Equifax, TransUnion, and Experian, the three major credit agencies, each have their own proprietary formula for building a credit score. Fair Isaac and Cooriginally developed this score. . Experian uses this model and calls its score FICO. Equifax's model, based on FICO, is called BEACON, while TransUnion, which also uses a slightly modified FICO, calls its score EMPIRICA. While each of the models considers a range of data available in your credit report, each agency uses the following to build a score:

  • Your Credit History - Have you had credit for years, or for just a short time?
  • Payment History - Do you have a history of late payments?
  • Credit Card Balances - How many accounts? How much do you owe on your accounts?
  • Inquiries on Your Credit - How many times have you had your credit checked for a loan?

These factors are weighted differently depending on which formula the agency uses. The results are added up and distilled into a single number. FICO scores can be as low as 300 and as high as 800. Higher is better. Most home buyers have a score above 620.

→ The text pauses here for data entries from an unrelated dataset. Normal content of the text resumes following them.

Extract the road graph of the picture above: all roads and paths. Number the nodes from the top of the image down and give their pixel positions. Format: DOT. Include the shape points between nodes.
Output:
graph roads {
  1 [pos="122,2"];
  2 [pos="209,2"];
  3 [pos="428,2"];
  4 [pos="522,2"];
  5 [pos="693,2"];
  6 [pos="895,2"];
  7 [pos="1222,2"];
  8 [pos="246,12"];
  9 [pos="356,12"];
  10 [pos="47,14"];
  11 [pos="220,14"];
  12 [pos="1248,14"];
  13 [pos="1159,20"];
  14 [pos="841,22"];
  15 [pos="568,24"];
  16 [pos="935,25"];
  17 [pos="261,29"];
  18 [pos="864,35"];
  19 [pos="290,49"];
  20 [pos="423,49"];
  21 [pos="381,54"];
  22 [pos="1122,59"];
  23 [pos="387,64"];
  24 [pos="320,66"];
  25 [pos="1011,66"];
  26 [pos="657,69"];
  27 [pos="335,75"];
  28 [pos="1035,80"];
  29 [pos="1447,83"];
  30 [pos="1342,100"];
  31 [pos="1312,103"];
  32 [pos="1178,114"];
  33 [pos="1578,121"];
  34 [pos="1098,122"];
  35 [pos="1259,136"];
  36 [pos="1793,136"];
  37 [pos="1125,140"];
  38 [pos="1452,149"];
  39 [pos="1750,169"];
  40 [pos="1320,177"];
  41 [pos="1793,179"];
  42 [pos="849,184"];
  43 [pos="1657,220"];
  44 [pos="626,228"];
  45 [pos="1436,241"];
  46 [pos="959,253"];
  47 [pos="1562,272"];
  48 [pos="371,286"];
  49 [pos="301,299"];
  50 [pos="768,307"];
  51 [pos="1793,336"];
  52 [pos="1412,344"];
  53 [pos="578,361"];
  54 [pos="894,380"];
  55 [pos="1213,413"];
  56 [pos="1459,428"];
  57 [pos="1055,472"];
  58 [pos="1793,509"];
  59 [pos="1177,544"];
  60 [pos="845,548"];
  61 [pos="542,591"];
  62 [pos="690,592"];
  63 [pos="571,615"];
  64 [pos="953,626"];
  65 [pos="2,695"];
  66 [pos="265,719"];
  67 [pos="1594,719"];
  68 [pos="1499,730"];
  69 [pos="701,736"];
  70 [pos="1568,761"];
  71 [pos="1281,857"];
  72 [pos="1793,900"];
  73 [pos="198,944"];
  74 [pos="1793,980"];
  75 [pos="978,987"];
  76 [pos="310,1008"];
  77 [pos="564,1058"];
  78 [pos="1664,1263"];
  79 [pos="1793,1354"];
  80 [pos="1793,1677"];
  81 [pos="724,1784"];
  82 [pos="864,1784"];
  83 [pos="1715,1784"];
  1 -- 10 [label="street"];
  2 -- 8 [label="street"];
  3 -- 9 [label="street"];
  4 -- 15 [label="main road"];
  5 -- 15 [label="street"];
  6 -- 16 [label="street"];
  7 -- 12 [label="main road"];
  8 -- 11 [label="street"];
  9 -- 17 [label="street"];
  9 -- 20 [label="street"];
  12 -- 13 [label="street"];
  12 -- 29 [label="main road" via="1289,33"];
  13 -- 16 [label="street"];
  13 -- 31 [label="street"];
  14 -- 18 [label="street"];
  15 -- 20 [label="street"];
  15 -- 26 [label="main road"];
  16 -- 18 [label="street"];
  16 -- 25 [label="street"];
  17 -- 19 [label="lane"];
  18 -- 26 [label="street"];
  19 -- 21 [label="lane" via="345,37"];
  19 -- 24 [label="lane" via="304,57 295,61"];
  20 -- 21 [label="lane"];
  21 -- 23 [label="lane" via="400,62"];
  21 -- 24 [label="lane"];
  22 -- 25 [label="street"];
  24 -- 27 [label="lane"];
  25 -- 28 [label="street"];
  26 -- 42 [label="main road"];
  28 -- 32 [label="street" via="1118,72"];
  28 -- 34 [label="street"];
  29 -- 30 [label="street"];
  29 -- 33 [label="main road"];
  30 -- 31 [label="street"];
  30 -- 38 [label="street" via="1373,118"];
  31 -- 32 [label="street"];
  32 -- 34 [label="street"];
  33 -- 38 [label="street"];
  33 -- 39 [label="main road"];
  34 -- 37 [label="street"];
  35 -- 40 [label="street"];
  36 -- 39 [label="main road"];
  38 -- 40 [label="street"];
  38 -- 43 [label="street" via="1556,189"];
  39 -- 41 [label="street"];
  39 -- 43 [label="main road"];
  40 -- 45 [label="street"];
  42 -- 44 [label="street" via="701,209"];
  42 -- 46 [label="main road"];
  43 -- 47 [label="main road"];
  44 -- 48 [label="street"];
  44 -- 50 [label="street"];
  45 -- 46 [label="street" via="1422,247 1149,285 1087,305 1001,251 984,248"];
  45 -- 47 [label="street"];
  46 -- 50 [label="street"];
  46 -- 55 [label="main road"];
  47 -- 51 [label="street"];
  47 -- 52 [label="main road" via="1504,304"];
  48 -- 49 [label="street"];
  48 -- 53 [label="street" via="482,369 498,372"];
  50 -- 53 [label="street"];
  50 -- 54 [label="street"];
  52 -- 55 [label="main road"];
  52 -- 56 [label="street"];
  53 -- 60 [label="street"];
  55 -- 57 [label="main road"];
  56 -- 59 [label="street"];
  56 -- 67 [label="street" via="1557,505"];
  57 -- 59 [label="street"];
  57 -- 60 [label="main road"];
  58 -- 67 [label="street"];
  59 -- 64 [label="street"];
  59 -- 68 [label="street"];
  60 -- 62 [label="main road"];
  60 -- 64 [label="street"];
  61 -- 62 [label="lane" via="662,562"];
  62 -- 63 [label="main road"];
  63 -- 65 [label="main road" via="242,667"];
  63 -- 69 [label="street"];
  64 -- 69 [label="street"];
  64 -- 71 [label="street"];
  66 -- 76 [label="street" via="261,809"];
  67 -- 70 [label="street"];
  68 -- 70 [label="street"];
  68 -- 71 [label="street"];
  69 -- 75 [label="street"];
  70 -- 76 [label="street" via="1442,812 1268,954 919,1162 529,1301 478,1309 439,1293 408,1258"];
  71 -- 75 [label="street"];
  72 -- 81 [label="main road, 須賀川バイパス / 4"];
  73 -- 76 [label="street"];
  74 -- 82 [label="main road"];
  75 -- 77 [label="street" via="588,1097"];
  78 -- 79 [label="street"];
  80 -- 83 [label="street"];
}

FICO makes a huge difference in interest rates

FICO scores affect more than your ability to get a loan. They also affect your interest rate. Higher scores indicate you are a better credit risk, and thus may qualify for a better mortgage rate.

Can I improve my FICO score?

What can you do about your FICO score? Very little in the short term. Since the FICO score is entirely based on your lifelong credit history, it is difficult to make a significant change in the score with quick fixes. You should appeal for the credit agency to remove any incorrect data from your credit report, which is the only way to quickly improve your credit score.

Getting your credit score

To improve your credit score, you must obtain the credit reports that the agencies use to build it. Of course, you need the score as well. Fair Isaac, the corporation that offered the original FICO credit score, sells scores on myFICO.com. It's inexpensive, fast, and easy to get your credit score along with reports from all three agencies. Also available are helpful information and online tools that help you analyze what actions might have the greatest impact on your FICO score.

You can get a federally-mandated free credit report once per year from the three major agencies at AnnualCreditReport.com. These reports do not include a free credit score, but it's very inexpensive to get one at the same time.

Armed with this info, you will be a more informed consumer and you'll be better positioned to obtain the right mortgage for you.